◆ **HOW TO COMPLETE THIS TASK**: Copy the lines below exactly. No picture goes into the copy.

[Records from a data source]

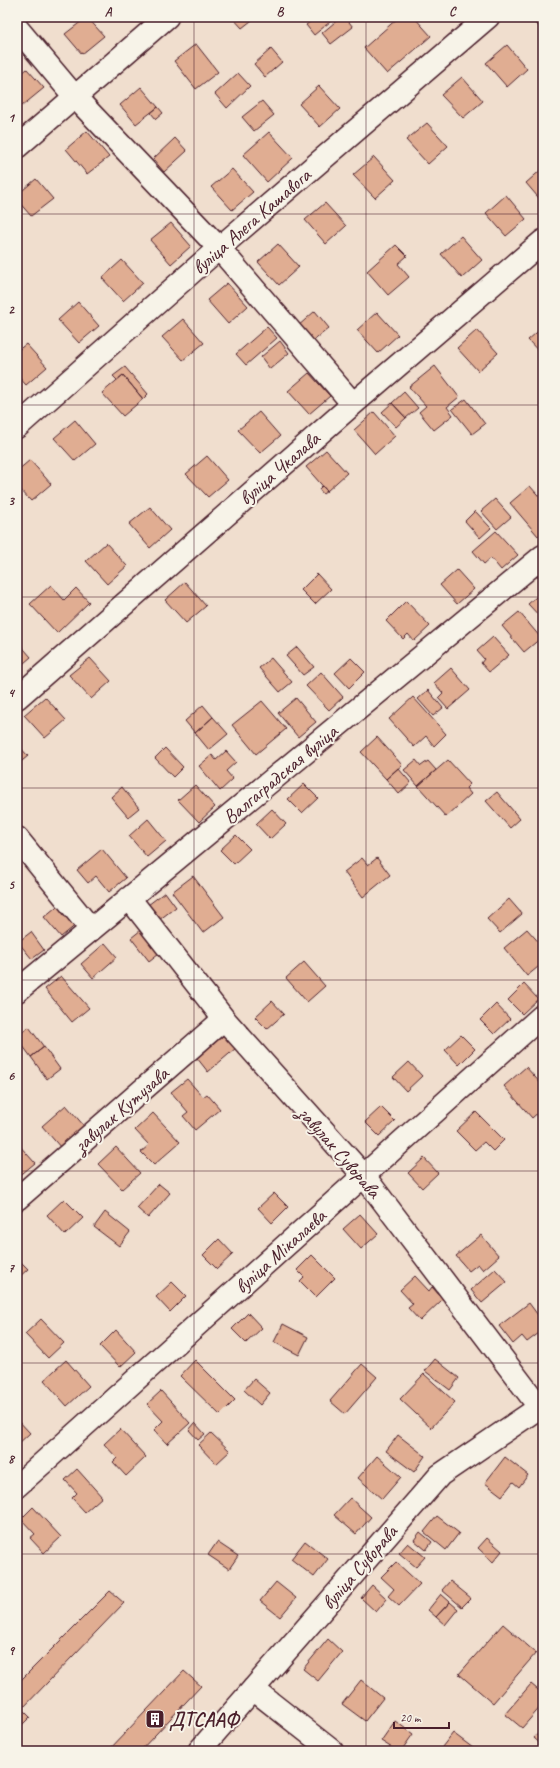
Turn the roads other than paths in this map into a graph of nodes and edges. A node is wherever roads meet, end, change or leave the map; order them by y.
1 (167, 17) edge
2 (488, 17) edge
3 (17, 28) edge
4 (75, 97) junction
5 (17, 147) edge
6 (543, 241) edge
7 (219, 248) junction
8 (353, 404) junction
9 (17, 427) edge
10 (543, 556) edge
11 (17, 698) edge
12 (17, 838) edge
13 (129, 898) junction
14 (91, 928) junction
15 (17, 991) edge
16 (543, 1015) edge
17 (224, 1020) junction
18 (364, 1176) junction
19 (17, 1199) edge
20 (542, 1410) edge
21 (17, 1486) edge
22 (253, 1690) junction
23 (199, 1751) edge
24 (332, 1751) edge

1 - 4 street
2 - 7 street, вуліца Алега Кашавога
3 - 4 street
4 - 5 street
4 - 7 street
6 - 8 street, вуліца Чкалава
7 - 8 street
7 - 9 street, вуліца Алега Кашавога
8 - 11 street, вуліца Чкалава
10 - 13 street, Валгаградская вуліца
12 - 14 street
13 - 14 street, Валгаградская вуліца
13 - 17 street, завулак Суворава
14 - 15 street, Валгаградская вуліца
16 - 18 street, вуліца Мікалаева
17 - 18 street, завулак Суворава
17 - 19 street, завулак Кутузава
18 - 20 street, завулак Суворава
18 - 21 street, вуліца Мікалаева
20 - 22 street, вуліца Суворава
22 - 23 street, вуліца Суворава
22 - 24 street

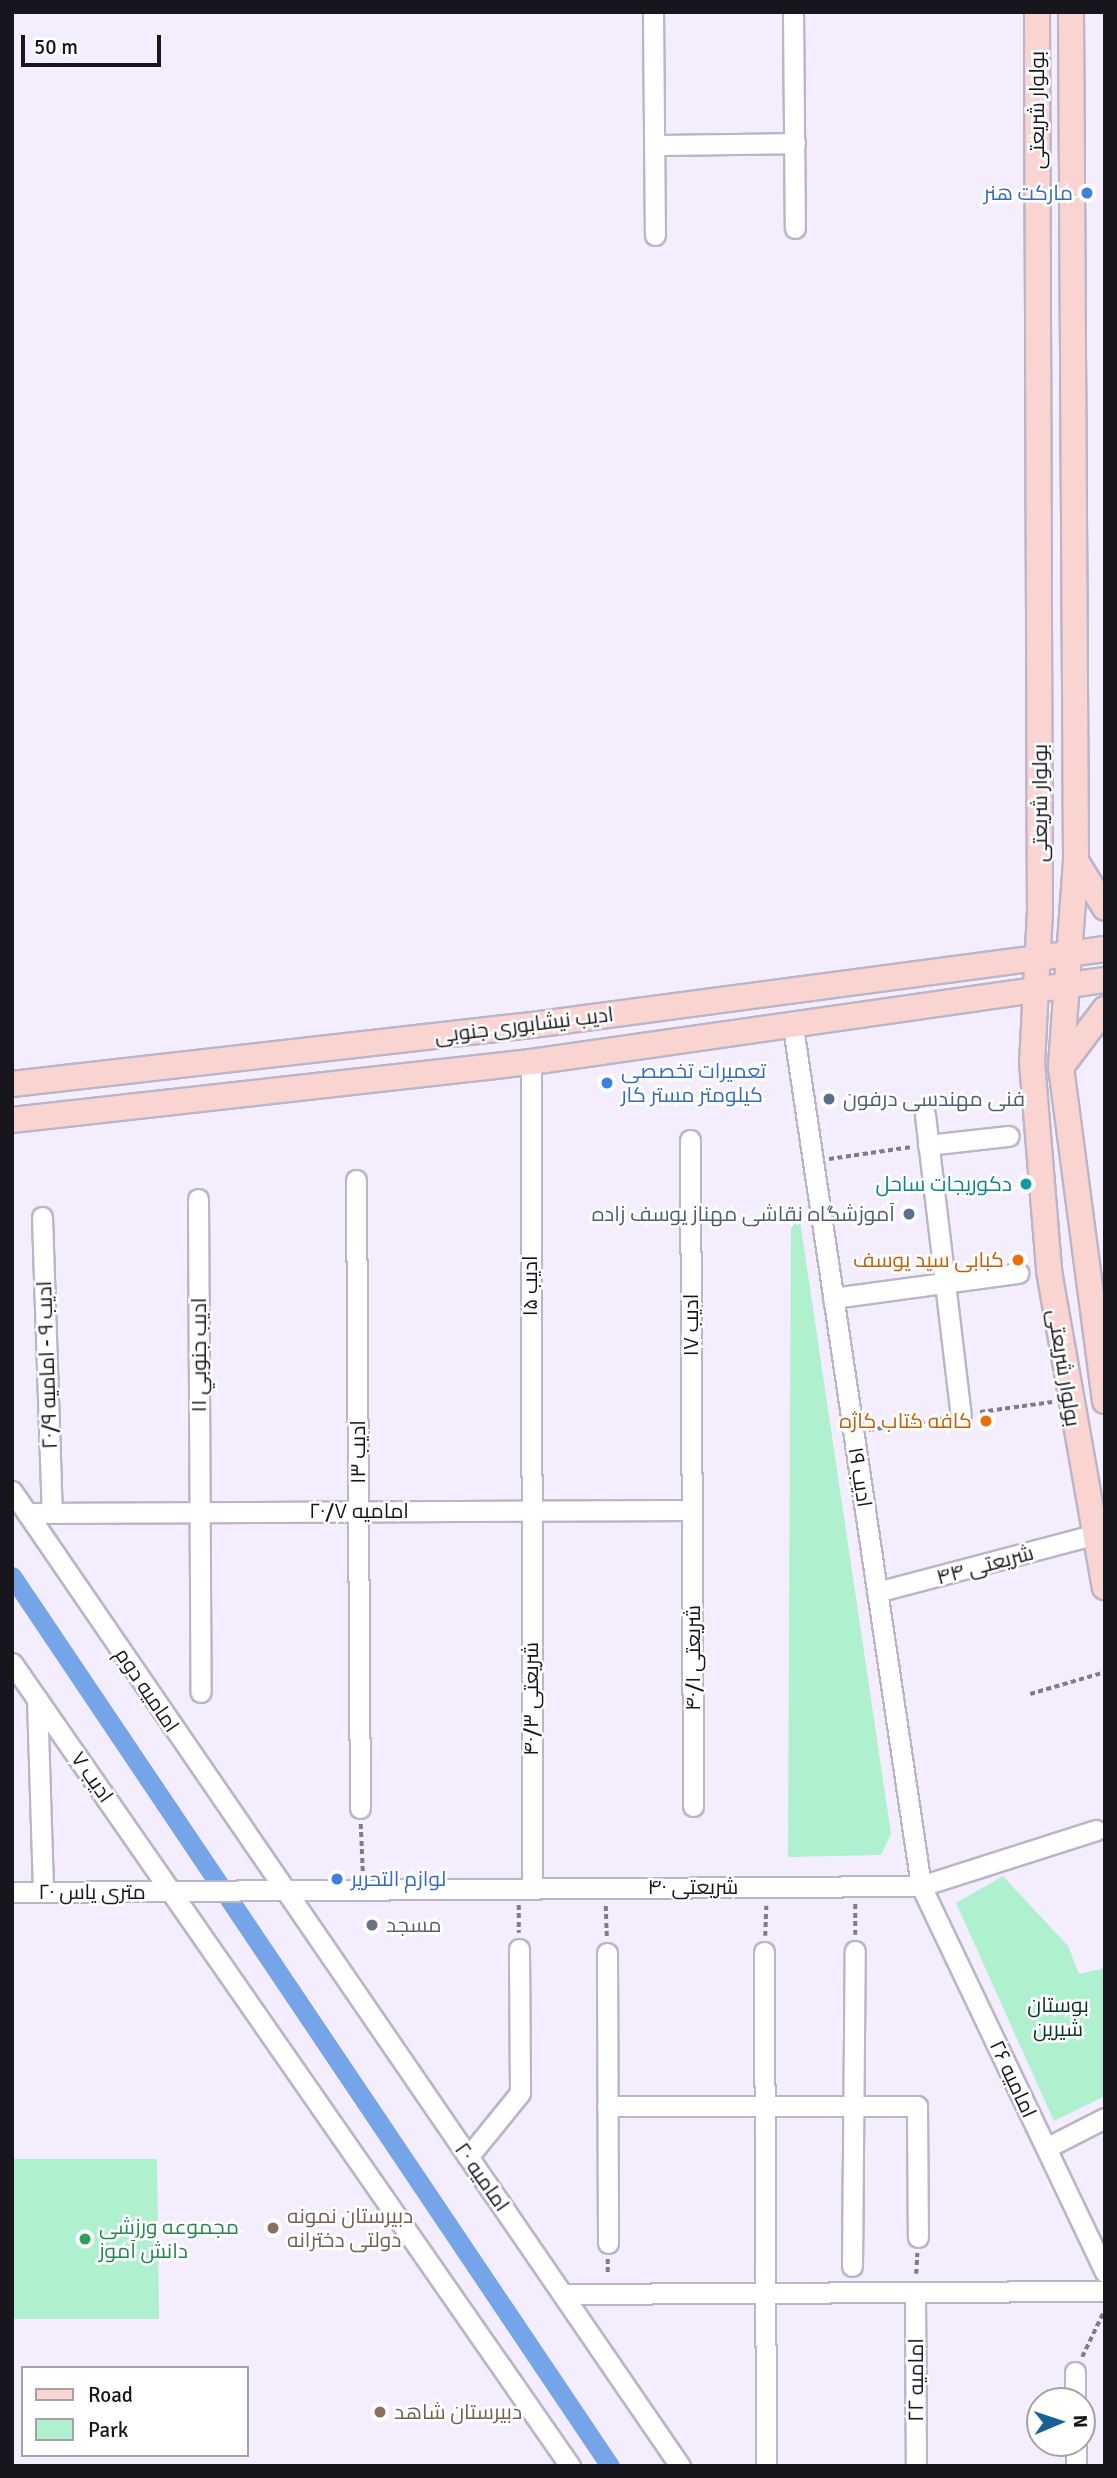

◆ **SOLUTION TO THIS EXERCISE**:
Turn the roads other than paths in this map into a graph of nodes and edges. A node is wherever roads meet, end, change or leave the map; order them by y.
1 (167, 17) edge
2 (488, 17) edge
3 (17, 28) edge
4 (75, 97) junction
5 (17, 147) edge
6 (543, 241) edge
7 (219, 248) junction
8 (353, 404) junction
9 (17, 427) edge
10 (543, 556) edge
11 (17, 698) edge
12 (17, 838) edge
13 (129, 898) junction
14 (91, 928) junction
15 (17, 991) edge
16 (543, 1015) edge
17 (224, 1020) junction
18 (364, 1176) junction
19 (17, 1199) edge
20 (542, 1410) edge
21 (17, 1486) edge
22 (253, 1690) junction
23 (199, 1751) edge
24 (332, 1751) edge

1 - 4 street
2 - 7 street, вуліца Алега Кашавога
3 - 4 street
4 - 5 street
4 - 7 street
6 - 8 street, вуліца Чкалава
7 - 8 street
7 - 9 street, вуліца Алега Кашавога
8 - 11 street, вуліца Чкалава
10 - 13 street, Валгаградская вуліца
12 - 14 street
13 - 14 street, Валгаградская вуліца
13 - 17 street, завулак Суворава
14 - 15 street, Валгаградская вуліца
16 - 18 street, вуліца Мікалаева
17 - 18 street, завулак Суворава
17 - 19 street, завулак Кутузава
18 - 20 street, завулак Суворава
18 - 21 street, вуліца Мікалаева
20 - 22 street, вуліца Суворава
22 - 23 street, вуліца Суворава
22 - 24 street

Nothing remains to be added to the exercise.